An Information Technology (or IT) policy should mandate a foundation of information and security posture throughout the organization. The policy will guide the business to a better IT security and data protection culture.
Two roles of an IT security policy
An IT security policy has two main roles. First, an IT security policy applies security to the needs of the business. The policy should support the business goals of the company’s executives.
The second role of an IT security policy is to guide employees in helping the business be secure. When end-users understand and follow the company’s security policy, they can help prevent data breaches, downtime impacting key systems, and data loss.
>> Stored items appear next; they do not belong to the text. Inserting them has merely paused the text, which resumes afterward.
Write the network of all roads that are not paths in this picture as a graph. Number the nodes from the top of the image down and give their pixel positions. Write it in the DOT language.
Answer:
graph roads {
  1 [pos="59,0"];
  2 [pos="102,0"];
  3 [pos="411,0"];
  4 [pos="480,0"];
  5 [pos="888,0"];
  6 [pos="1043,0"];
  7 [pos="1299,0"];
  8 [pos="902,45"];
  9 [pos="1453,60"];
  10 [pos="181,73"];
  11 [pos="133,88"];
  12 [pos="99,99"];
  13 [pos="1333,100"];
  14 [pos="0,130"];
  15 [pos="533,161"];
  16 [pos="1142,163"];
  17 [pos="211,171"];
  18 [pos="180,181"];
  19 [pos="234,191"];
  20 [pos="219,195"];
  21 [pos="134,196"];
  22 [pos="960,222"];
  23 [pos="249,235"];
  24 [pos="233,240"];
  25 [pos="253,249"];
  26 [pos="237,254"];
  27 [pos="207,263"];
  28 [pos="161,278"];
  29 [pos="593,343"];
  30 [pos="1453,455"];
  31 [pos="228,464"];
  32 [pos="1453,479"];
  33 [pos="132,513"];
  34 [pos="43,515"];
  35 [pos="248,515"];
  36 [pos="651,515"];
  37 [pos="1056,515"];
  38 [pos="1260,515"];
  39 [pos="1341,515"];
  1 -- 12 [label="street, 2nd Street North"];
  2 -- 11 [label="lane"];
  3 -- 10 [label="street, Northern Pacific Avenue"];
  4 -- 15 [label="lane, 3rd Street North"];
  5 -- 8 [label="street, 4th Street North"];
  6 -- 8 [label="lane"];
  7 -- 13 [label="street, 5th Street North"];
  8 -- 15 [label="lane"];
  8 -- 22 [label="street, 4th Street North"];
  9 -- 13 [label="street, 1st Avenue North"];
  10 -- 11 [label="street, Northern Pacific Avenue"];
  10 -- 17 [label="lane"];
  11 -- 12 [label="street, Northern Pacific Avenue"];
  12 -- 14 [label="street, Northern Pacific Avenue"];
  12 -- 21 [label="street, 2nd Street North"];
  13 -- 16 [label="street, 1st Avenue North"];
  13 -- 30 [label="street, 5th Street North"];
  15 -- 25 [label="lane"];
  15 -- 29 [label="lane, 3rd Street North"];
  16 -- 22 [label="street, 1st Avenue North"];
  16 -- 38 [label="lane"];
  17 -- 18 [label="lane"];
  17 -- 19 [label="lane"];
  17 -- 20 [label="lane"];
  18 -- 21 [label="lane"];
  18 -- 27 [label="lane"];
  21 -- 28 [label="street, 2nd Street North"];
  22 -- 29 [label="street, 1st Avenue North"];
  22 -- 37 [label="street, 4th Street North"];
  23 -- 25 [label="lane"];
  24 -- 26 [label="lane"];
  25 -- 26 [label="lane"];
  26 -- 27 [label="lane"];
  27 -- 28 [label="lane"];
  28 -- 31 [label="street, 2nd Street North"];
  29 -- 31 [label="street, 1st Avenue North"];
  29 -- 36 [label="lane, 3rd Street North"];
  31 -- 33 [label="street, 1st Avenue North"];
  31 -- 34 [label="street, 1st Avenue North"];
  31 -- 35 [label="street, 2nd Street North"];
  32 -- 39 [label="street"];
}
IT security policies need a security-first culture
A culture that puts security first must be infused throughout the organization, not treated as an add-on document. Building an IT security policy and security culture starts from the top. It includes business goals, industry, and government regulations, and security risks specific to your organization.
The CIA triad can help guide your IT security policies. It requires the addition of a rigorous IT security program that promotes defense-in-depth and technology-based controls. The three components of the triad are:
- Confidentiality: Limit information access and disclosure to authorized users.
- Integrity: Monitor data sources and ensure only appropriate changes to the data are allowed.
- Availability: Ensure systems and data security measures do not hinder authorized individuals from accessing information.
For IT security controls, I recommend the NIST Special Publication 800 series, which provides specific guidance for information systems security.
Create an IT security policy with guidelines
An IT security policy can help your employees contribute to IT security in many ways every day. If it’s not a mandate, it doesn’t belong in your IT security policy.
Your IT security policy and procedures must be understandable and enforceable. Be brief. Provide clear expectations. Be sure they can and will be enforced – ideally through IT security controls and monitoring technology.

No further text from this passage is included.